▸ **Stored data entries**
Content starts

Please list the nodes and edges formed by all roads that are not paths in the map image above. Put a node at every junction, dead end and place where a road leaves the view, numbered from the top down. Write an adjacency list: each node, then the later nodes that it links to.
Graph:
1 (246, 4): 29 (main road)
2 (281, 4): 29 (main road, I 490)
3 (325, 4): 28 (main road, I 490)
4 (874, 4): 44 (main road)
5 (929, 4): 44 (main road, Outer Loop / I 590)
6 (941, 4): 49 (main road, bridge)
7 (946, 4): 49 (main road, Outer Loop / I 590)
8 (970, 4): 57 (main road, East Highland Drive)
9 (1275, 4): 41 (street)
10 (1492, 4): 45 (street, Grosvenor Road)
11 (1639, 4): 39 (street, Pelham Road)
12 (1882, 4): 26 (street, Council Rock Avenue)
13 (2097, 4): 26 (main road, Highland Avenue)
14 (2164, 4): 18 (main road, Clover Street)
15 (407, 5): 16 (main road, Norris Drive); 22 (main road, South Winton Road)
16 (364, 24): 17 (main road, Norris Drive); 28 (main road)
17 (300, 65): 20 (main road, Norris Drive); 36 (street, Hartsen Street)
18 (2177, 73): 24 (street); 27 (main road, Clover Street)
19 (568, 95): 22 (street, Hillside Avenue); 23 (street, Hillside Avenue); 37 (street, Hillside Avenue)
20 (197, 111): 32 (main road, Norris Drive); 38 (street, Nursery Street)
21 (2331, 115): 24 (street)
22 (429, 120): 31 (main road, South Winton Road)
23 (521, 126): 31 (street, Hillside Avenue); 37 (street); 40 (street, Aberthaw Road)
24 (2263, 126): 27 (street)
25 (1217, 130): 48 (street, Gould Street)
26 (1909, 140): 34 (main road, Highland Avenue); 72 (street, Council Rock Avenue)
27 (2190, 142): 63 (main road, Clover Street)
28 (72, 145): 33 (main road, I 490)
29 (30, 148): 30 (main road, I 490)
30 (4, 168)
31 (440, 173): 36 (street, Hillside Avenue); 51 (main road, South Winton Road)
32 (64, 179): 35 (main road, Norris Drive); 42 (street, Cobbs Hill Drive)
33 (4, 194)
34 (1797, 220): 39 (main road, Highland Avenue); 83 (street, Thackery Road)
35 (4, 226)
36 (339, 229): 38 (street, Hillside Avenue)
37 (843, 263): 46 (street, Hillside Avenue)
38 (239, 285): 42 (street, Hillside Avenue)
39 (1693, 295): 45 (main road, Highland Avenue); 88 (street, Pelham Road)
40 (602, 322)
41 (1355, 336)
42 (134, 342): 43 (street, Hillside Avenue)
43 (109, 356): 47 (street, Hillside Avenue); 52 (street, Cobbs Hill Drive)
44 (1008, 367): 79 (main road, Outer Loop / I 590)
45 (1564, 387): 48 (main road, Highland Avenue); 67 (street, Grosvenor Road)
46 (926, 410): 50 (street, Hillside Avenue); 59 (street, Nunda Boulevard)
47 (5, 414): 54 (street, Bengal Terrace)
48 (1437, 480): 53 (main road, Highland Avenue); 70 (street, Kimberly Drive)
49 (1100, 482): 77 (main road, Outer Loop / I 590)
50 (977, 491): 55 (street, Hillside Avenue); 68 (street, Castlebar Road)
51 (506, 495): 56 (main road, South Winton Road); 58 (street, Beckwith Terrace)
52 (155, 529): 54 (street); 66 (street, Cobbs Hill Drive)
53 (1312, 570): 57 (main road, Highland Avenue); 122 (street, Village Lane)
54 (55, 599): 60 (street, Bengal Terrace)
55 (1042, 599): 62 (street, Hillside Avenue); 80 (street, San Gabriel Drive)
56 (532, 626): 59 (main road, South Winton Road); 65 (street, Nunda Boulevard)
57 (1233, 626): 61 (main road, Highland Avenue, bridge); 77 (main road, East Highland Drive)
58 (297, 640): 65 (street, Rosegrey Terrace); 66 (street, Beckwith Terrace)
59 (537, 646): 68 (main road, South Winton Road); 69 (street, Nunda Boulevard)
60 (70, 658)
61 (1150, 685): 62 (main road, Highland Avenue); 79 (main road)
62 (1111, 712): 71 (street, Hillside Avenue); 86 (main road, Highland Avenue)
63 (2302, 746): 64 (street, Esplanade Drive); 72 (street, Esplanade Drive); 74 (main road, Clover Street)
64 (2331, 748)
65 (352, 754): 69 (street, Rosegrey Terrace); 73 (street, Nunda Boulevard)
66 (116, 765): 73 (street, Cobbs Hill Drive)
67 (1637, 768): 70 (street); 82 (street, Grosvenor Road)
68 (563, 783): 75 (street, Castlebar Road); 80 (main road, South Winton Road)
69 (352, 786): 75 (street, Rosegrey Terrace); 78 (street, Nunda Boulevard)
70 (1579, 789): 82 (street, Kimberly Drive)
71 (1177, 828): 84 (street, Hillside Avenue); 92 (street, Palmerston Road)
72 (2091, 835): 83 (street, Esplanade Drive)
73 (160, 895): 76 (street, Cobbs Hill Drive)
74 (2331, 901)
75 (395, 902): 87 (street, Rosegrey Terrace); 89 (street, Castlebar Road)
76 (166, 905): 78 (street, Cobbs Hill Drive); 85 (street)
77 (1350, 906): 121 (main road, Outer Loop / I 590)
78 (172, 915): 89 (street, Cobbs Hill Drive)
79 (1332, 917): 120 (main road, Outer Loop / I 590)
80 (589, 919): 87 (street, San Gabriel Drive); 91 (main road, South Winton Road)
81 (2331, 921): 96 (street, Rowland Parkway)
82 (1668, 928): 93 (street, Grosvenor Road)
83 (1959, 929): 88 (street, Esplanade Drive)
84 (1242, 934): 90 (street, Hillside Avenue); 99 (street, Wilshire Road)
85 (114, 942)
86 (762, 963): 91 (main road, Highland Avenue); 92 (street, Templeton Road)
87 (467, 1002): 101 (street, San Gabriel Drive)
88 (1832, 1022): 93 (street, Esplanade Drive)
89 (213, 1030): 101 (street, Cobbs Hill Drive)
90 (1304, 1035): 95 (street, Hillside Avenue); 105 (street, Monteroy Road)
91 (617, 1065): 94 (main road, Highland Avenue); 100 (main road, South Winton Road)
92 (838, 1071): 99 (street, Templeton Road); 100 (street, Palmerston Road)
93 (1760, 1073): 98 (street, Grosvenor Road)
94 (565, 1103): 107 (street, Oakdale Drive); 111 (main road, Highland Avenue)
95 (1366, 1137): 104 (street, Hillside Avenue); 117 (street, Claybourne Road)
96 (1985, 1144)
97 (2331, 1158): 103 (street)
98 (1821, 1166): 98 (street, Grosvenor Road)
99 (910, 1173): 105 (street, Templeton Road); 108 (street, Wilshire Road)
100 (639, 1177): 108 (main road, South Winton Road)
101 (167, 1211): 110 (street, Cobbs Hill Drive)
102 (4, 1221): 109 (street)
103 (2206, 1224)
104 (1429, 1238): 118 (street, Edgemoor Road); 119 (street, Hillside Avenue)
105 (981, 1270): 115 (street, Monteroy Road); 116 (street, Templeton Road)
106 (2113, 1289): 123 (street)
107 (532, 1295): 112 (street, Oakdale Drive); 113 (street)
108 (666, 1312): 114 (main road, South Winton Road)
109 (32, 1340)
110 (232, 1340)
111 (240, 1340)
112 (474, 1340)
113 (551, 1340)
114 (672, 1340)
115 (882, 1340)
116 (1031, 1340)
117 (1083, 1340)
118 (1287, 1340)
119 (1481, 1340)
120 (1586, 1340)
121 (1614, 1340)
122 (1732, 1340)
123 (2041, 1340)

Content ends

Exactly what appears above must be set down again in full.

Please list the nodes and edges formed by all roads that are not paths in the map image above. Put a node at every junction, dead end and place where a road leaves the view, numbered from the top down. Write an adjacency list: each node, then the later nodes that it links to.
Graph:
1 (246, 4): 29 (main road)
2 (281, 4): 29 (main road, I 490)
3 (325, 4): 28 (main road, I 490)
4 (874, 4): 44 (main road)
5 (929, 4): 44 (main road, Outer Loop / I 590)
6 (941, 4): 49 (main road, bridge)
7 (946, 4): 49 (main road, Outer Loop / I 590)
8 (970, 4): 57 (main road, East Highland Drive)
9 (1275, 4): 41 (street)
10 (1492, 4): 45 (street, Grosvenor Road)
11 (1639, 4): 39 (street, Pelham Road)
12 (1882, 4): 26 (street, Council Rock Avenue)
13 (2097, 4): 26 (main road, Highland Avenue)
14 (2164, 4): 18 (main road, Clover Street)
15 (407, 5): 16 (main road, Norris Drive); 22 (main road, South Winton Road)
16 (364, 24): 17 (main road, Norris Drive); 28 (main road)
17 (300, 65): 20 (main road, Norris Drive); 36 (street, Hartsen Street)
18 (2177, 73): 24 (street); 27 (main road, Clover Street)
19 (568, 95): 22 (street, Hillside Avenue); 23 (street, Hillside Avenue); 37 (street, Hillside Avenue)
20 (197, 111): 32 (main road, Norris Drive); 38 (street, Nursery Street)
21 (2331, 115): 24 (street)
22 (429, 120): 31 (main road, South Winton Road)
23 (521, 126): 31 (street, Hillside Avenue); 37 (street); 40 (street, Aberthaw Road)
24 (2263, 126): 27 (street)
25 (1217, 130): 48 (street, Gould Street)
26 (1909, 140): 34 (main road, Highland Avenue); 72 (street, Council Rock Avenue)
27 (2190, 142): 63 (main road, Clover Street)
28 (72, 145): 33 (main road, I 490)
29 (30, 148): 30 (main road, I 490)
30 (4, 168)
31 (440, 173): 36 (street, Hillside Avenue); 51 (main road, South Winton Road)
32 (64, 179): 35 (main road, Norris Drive); 42 (street, Cobbs Hill Drive)
33 (4, 194)
34 (1797, 220): 39 (main road, Highland Avenue); 83 (street, Thackery Road)
35 (4, 226)
36 (339, 229): 38 (street, Hillside Avenue)
37 (843, 263): 46 (street, Hillside Avenue)
38 (239, 285): 42 (street, Hillside Avenue)
39 (1693, 295): 45 (main road, Highland Avenue); 88 (street, Pelham Road)
40 (602, 322)
41 (1355, 336)
42 (134, 342): 43 (street, Hillside Avenue)
43 (109, 356): 47 (street, Hillside Avenue); 52 (street, Cobbs Hill Drive)
44 (1008, 367): 79 (main road, Outer Loop / I 590)
45 (1564, 387): 48 (main road, Highland Avenue); 67 (street, Grosvenor Road)
46 (926, 410): 50 (street, Hillside Avenue); 59 (street, Nunda Boulevard)
47 (5, 414): 54 (street, Bengal Terrace)
48 (1437, 480): 53 (main road, Highland Avenue); 70 (street, Kimberly Drive)
49 (1100, 482): 77 (main road, Outer Loop / I 590)
50 (977, 491): 55 (street, Hillside Avenue); 68 (street, Castlebar Road)
51 (506, 495): 56 (main road, South Winton Road); 58 (street, Beckwith Terrace)
52 (155, 529): 54 (street); 66 (street, Cobbs Hill Drive)
53 (1312, 570): 57 (main road, Highland Avenue); 122 (street, Village Lane)
54 (55, 599): 60 (street, Bengal Terrace)
55 (1042, 599): 62 (street, Hillside Avenue); 80 (street, San Gabriel Drive)
56 (532, 626): 59 (main road, South Winton Road); 65 (street, Nunda Boulevard)
57 (1233, 626): 61 (main road, Highland Avenue, bridge); 77 (main road, East Highland Drive)
58 (297, 640): 65 (street, Rosegrey Terrace); 66 (street, Beckwith Terrace)
59 (537, 646): 68 (main road, South Winton Road); 69 (street, Nunda Boulevard)
60 (70, 658)
61 (1150, 685): 62 (main road, Highland Avenue); 79 (main road)
62 (1111, 712): 71 (street, Hillside Avenue); 86 (main road, Highland Avenue)
63 (2302, 746): 64 (street, Esplanade Drive); 72 (street, Esplanade Drive); 74 (main road, Clover Street)
64 (2331, 748)
65 (352, 754): 69 (street, Rosegrey Terrace); 73 (street, Nunda Boulevard)
66 (116, 765): 73 (street, Cobbs Hill Drive)
67 (1637, 768): 70 (street); 82 (street, Grosvenor Road)
68 (563, 783): 75 (street, Castlebar Road); 80 (main road, South Winton Road)
69 (352, 786): 75 (street, Rosegrey Terrace); 78 (street, Nunda Boulevard)
70 (1579, 789): 82 (street, Kimberly Drive)
71 (1177, 828): 84 (street, Hillside Avenue); 92 (street, Palmerston Road)
72 (2091, 835): 83 (street, Esplanade Drive)
73 (160, 895): 76 (street, Cobbs Hill Drive)
74 (2331, 901)
75 (395, 902): 87 (street, Rosegrey Terrace); 89 (street, Castlebar Road)
76 (166, 905): 78 (street, Cobbs Hill Drive); 85 (street)
77 (1350, 906): 121 (main road, Outer Loop / I 590)
78 (172, 915): 89 (street, Cobbs Hill Drive)
79 (1332, 917): 120 (main road, Outer Loop / I 590)
80 (589, 919): 87 (street, San Gabriel Drive); 91 (main road, South Winton Road)
81 (2331, 921): 96 (street, Rowland Parkway)
82 (1668, 928): 93 (street, Grosvenor Road)
83 (1959, 929): 88 (street, Esplanade Drive)
84 (1242, 934): 90 (street, Hillside Avenue); 99 (street, Wilshire Road)
85 (114, 942)
86 (762, 963): 91 (main road, Highland Avenue); 92 (street, Templeton Road)
87 (467, 1002): 101 (street, San Gabriel Drive)
88 (1832, 1022): 93 (street, Esplanade Drive)
89 (213, 1030): 101 (street, Cobbs Hill Drive)
90 (1304, 1035): 95 (street, Hillside Avenue); 105 (street, Monteroy Road)
91 (617, 1065): 94 (main road, Highland Avenue); 100 (main road, South Winton Road)
92 (838, 1071): 99 (street, Templeton Road); 100 (street, Palmerston Road)
93 (1760, 1073): 98 (street, Grosvenor Road)
94 (565, 1103): 107 (street, Oakdale Drive); 111 (main road, Highland Avenue)
95 (1366, 1137): 104 (street, Hillside Avenue); 117 (street, Claybourne Road)
96 (1985, 1144)
97 (2331, 1158): 103 (street)
98 (1821, 1166): 98 (street, Grosvenor Road)
99 (910, 1173): 105 (street, Templeton Road); 108 (street, Wilshire Road)
100 (639, 1177): 108 (main road, South Winton Road)
101 (167, 1211): 110 (street, Cobbs Hill Drive)
102 (4, 1221): 109 (street)
103 (2206, 1224)
104 (1429, 1238): 118 (street, Edgemoor Road); 119 (street, Hillside Avenue)
105 (981, 1270): 115 (street, Monteroy Road); 116 (street, Templeton Road)
106 (2113, 1289): 123 (street)
107 (532, 1295): 112 (street, Oakdale Drive); 113 (street)
108 (666, 1312): 114 (main road, South Winton Road)
109 (32, 1340)
110 (232, 1340)
111 (240, 1340)
112 (474, 1340)
113 (551, 1340)
114 (672, 1340)
115 (882, 1340)
116 (1031, 1340)
117 (1083, 1340)
118 (1287, 1340)
119 (1481, 1340)
120 (1586, 1340)
121 (1614, 1340)
122 (1732, 1340)
123 (2041, 1340)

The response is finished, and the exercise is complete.